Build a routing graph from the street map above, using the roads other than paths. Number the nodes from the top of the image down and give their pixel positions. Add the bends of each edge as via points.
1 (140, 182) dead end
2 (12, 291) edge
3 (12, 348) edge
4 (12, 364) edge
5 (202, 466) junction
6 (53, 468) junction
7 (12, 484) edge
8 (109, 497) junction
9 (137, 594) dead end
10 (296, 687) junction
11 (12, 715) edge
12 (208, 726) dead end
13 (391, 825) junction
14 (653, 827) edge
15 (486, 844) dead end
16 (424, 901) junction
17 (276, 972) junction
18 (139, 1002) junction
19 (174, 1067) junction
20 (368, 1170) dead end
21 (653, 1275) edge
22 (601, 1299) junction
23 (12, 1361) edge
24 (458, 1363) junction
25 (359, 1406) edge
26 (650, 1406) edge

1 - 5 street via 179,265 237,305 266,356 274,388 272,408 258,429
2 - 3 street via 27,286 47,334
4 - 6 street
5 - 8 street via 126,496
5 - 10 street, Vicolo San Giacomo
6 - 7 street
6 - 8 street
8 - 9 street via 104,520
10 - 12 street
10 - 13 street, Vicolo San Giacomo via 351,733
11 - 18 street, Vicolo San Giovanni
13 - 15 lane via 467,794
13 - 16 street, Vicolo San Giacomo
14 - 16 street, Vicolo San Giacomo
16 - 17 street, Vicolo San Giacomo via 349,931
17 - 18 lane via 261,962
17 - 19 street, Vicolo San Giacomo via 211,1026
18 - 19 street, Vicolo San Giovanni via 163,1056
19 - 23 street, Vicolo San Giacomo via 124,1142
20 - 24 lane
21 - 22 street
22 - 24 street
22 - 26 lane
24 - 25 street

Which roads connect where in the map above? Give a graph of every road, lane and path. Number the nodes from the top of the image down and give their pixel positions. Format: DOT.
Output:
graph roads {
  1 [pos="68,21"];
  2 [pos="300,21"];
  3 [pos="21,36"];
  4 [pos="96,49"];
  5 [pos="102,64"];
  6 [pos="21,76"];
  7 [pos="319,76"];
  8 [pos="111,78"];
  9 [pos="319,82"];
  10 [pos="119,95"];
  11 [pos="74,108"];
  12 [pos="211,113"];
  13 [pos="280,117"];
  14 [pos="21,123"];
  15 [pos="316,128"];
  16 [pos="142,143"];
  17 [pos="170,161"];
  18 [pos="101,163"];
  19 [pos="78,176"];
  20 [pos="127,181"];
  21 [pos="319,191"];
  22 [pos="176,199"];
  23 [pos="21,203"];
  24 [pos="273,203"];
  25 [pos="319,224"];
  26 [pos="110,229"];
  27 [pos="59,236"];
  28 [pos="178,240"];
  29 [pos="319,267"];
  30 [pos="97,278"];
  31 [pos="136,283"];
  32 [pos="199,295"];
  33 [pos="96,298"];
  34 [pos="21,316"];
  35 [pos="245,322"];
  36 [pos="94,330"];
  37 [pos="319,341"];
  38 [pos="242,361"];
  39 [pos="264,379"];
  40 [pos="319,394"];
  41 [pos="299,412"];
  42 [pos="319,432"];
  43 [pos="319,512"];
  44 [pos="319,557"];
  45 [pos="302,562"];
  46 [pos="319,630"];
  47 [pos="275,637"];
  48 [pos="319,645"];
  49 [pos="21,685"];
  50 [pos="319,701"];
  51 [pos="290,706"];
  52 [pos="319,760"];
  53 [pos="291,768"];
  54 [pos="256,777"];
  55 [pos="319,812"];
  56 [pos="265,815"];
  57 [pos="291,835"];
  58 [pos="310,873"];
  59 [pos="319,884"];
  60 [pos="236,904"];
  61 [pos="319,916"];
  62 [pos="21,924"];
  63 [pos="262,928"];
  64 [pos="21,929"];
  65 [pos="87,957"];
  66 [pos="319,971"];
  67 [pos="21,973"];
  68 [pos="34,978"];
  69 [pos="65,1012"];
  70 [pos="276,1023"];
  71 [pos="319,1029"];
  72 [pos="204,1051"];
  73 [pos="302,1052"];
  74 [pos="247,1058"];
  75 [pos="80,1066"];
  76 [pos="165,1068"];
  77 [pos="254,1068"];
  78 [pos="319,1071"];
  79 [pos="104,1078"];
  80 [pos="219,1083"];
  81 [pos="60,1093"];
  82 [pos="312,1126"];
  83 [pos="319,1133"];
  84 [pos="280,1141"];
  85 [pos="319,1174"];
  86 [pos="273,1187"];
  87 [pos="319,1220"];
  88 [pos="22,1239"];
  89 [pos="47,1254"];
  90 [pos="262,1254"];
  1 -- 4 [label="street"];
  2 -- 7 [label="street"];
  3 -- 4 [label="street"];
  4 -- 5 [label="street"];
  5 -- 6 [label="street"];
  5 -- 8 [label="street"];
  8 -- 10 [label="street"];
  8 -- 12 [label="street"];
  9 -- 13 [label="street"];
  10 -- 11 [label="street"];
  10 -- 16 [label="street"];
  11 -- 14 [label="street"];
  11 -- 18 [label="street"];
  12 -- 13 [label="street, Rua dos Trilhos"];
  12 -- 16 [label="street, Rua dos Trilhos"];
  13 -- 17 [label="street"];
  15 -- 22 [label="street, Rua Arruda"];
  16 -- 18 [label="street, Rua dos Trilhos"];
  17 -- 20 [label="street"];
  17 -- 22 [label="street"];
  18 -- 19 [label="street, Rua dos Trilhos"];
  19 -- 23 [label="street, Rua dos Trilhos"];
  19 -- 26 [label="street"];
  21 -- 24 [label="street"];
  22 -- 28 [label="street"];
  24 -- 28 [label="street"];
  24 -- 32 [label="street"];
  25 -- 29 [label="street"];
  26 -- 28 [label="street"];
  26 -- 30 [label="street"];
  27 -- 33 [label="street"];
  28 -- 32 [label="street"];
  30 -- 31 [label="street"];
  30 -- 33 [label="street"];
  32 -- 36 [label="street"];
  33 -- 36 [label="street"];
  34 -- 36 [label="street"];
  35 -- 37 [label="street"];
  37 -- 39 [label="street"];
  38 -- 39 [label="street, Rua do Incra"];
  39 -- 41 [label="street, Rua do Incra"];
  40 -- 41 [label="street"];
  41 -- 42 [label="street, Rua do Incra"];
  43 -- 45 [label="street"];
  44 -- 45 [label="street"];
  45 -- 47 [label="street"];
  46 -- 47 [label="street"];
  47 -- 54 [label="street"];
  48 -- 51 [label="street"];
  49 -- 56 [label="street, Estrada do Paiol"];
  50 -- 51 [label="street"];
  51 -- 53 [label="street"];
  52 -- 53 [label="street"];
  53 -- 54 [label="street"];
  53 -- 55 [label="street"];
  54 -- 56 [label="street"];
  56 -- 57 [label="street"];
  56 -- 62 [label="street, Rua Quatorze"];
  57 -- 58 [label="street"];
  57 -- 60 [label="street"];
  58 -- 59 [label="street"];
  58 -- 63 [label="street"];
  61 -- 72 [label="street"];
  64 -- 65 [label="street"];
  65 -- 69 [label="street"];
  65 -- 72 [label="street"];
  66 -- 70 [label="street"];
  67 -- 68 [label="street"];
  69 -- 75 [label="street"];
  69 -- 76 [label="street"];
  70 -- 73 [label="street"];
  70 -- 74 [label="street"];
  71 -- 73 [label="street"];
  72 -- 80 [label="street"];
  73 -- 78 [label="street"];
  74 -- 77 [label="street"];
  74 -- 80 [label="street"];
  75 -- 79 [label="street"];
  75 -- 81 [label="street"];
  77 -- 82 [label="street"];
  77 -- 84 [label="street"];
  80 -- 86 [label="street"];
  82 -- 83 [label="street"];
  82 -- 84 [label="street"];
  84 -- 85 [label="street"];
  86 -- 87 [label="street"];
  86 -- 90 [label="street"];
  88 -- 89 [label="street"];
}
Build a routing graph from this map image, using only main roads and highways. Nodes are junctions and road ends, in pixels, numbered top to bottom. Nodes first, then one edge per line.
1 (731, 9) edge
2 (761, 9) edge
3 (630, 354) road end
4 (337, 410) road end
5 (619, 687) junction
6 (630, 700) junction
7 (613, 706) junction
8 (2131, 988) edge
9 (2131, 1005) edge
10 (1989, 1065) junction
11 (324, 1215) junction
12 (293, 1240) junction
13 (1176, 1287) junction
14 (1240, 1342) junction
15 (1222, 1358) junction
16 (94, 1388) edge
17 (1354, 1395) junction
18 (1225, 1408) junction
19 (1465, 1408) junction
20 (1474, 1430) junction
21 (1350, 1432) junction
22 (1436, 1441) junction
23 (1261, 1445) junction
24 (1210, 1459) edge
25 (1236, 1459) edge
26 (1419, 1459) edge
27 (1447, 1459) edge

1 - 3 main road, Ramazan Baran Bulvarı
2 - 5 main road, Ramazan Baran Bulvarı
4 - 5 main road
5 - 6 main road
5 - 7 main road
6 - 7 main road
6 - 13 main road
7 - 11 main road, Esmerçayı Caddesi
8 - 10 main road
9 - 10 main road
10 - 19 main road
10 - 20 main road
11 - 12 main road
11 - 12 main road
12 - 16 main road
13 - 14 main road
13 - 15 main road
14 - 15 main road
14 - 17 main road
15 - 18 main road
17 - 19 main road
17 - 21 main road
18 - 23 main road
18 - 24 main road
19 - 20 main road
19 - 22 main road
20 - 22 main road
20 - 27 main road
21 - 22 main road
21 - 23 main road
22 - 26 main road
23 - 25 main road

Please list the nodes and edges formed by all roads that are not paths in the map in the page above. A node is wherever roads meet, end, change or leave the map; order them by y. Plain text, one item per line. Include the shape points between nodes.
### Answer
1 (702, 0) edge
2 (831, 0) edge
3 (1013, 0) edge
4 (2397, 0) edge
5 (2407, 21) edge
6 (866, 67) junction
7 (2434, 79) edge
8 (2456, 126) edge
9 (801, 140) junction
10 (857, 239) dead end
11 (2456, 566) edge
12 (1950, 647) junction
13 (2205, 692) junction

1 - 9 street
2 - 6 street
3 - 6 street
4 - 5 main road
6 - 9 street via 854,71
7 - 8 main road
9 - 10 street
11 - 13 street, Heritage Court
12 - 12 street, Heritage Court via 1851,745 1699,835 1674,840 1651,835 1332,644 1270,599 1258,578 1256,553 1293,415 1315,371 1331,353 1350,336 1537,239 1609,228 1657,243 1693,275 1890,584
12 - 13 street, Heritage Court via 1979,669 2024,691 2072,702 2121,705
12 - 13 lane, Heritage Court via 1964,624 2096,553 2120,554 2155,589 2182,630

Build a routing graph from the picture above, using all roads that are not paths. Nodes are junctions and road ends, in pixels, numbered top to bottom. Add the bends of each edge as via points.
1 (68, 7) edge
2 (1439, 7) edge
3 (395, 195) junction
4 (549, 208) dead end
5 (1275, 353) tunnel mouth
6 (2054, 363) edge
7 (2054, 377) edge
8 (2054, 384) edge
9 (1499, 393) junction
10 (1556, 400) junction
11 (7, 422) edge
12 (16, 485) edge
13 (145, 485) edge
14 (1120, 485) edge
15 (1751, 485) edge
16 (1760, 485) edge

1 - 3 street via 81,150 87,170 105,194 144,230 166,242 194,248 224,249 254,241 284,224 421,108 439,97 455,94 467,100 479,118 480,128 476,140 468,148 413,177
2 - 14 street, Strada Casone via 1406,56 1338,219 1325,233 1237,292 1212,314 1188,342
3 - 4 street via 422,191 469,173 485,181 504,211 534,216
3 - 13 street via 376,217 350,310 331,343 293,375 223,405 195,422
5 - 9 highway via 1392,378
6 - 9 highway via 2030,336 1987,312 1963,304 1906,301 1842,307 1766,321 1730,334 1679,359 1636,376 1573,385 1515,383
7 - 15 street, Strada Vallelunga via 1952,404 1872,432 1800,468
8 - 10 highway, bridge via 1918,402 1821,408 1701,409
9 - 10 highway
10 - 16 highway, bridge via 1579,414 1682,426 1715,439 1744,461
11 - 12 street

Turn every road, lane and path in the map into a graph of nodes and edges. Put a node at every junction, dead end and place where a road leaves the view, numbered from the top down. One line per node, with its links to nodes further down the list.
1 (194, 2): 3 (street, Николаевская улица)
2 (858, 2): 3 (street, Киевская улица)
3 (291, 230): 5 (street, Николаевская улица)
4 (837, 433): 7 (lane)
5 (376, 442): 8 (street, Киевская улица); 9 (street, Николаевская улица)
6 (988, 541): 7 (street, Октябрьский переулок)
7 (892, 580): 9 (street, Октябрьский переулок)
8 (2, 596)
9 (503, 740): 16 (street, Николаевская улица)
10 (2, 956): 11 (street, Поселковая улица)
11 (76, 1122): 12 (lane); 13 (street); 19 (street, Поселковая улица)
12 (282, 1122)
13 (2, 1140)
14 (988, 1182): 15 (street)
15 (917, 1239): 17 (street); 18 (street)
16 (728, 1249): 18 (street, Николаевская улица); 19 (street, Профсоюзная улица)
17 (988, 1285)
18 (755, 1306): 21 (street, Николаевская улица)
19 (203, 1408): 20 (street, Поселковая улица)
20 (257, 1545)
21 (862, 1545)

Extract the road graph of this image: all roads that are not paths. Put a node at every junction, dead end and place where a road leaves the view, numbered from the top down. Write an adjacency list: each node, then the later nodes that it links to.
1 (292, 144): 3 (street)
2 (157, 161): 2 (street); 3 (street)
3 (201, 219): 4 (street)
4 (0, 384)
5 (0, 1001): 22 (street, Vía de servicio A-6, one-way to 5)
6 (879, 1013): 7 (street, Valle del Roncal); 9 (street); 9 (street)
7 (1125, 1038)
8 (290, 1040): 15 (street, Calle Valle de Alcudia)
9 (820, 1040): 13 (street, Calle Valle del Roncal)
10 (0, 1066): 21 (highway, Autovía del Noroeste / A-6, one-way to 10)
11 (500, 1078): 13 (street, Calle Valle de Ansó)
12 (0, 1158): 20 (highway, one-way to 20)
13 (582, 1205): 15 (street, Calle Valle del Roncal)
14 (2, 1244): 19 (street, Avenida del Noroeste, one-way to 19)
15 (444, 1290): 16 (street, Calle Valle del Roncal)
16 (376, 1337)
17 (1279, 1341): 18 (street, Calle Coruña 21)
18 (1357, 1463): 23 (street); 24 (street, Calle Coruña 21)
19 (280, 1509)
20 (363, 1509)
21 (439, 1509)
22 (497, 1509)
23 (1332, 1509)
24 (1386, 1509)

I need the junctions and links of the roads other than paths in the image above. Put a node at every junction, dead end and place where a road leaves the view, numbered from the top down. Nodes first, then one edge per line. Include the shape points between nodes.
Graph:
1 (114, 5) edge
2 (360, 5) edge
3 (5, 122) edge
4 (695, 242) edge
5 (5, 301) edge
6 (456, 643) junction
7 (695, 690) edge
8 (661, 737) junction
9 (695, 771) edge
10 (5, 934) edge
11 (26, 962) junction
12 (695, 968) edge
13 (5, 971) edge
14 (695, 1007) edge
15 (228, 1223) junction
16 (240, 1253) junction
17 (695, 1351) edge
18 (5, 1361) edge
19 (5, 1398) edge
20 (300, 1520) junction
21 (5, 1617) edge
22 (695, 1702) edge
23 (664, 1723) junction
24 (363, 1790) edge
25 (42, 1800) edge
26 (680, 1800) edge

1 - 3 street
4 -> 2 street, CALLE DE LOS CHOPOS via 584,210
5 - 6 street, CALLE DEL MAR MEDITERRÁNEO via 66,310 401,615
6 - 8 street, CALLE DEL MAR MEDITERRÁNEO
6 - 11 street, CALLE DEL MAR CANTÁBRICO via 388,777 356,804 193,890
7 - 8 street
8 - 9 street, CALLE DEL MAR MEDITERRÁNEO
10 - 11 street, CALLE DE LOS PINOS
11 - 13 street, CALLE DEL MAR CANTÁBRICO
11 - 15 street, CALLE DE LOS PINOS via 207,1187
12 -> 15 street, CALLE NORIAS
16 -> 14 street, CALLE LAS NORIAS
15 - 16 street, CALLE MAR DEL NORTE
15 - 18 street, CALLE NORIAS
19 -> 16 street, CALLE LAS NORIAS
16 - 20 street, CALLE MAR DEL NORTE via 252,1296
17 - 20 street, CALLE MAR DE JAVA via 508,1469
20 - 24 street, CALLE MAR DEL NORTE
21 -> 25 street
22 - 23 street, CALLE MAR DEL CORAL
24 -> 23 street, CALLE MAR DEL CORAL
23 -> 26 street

**DIRECTIONS FOR THIS TASK:**
Return only the lines from the beginning of the material up to and including the line with "Which roads connect", exactly as written.

**TASK OUTPUT:**
Build a routing graph from the street map above, using the roads other than paths. Number the nodes from the top of the image down and give their pixel positions. Add the bends of each edge as via points.
1 (140, 182) dead end
2 (12, 291) edge
3 (12, 348) edge
4 (12, 364) edge
5 (202, 466) junction
6 (53, 468) junction
7 (12, 484) edge
8 (109, 497) junction
9 (137, 594) dead end
10 (296, 687) junction
11 (12, 715) edge
12 (208, 726) dead end
13 (391, 825) junction
14 (653, 827) edge
15 (486, 844) dead end
16 (424, 901) junction
17 (276, 972) junction
18 (139, 1002) junction
19 (174, 1067) junction
20 (368, 1170) dead end
21 (653, 1275) edge
22 (601, 1299) junction
23 (12, 1361) edge
24 (458, 1363) junction
25 (359, 1406) edge
26 (650, 1406) edge

1 - 5 street via 179,265 237,305 266,356 274,388 272,408 258,429
2 - 3 street via 27,286 47,334
4 - 6 street
5 - 8 street via 126,496
5 - 10 street, Vicolo San Giacomo
6 - 7 street
6 - 8 street
8 - 9 street via 104,520
10 - 12 street
10 - 13 street, Vicolo San Giacomo via 351,733
11 - 18 street, Vicolo San Giovanni
13 - 15 lane via 467,794
13 - 16 street, Vicolo San Giacomo
14 - 16 street, Vicolo San Giacomo
16 - 17 street, Vicolo San Giacomo via 349,931
17 - 18 lane via 261,962
17 - 19 street, Vicolo San Giacomo via 211,1026
18 - 19 street, Vicolo San Giovanni via 163,1056
19 - 23 street, Vicolo San Giacomo via 124,1142
20 - 24 lane
21 - 22 street
22 - 24 street
22 - 26 lane
24 - 25 street

Which roads connect where in the map above? Give a graph of every road, lane and path. Number the nodes from the top of the image down and give their pixel positions. Format: DOT.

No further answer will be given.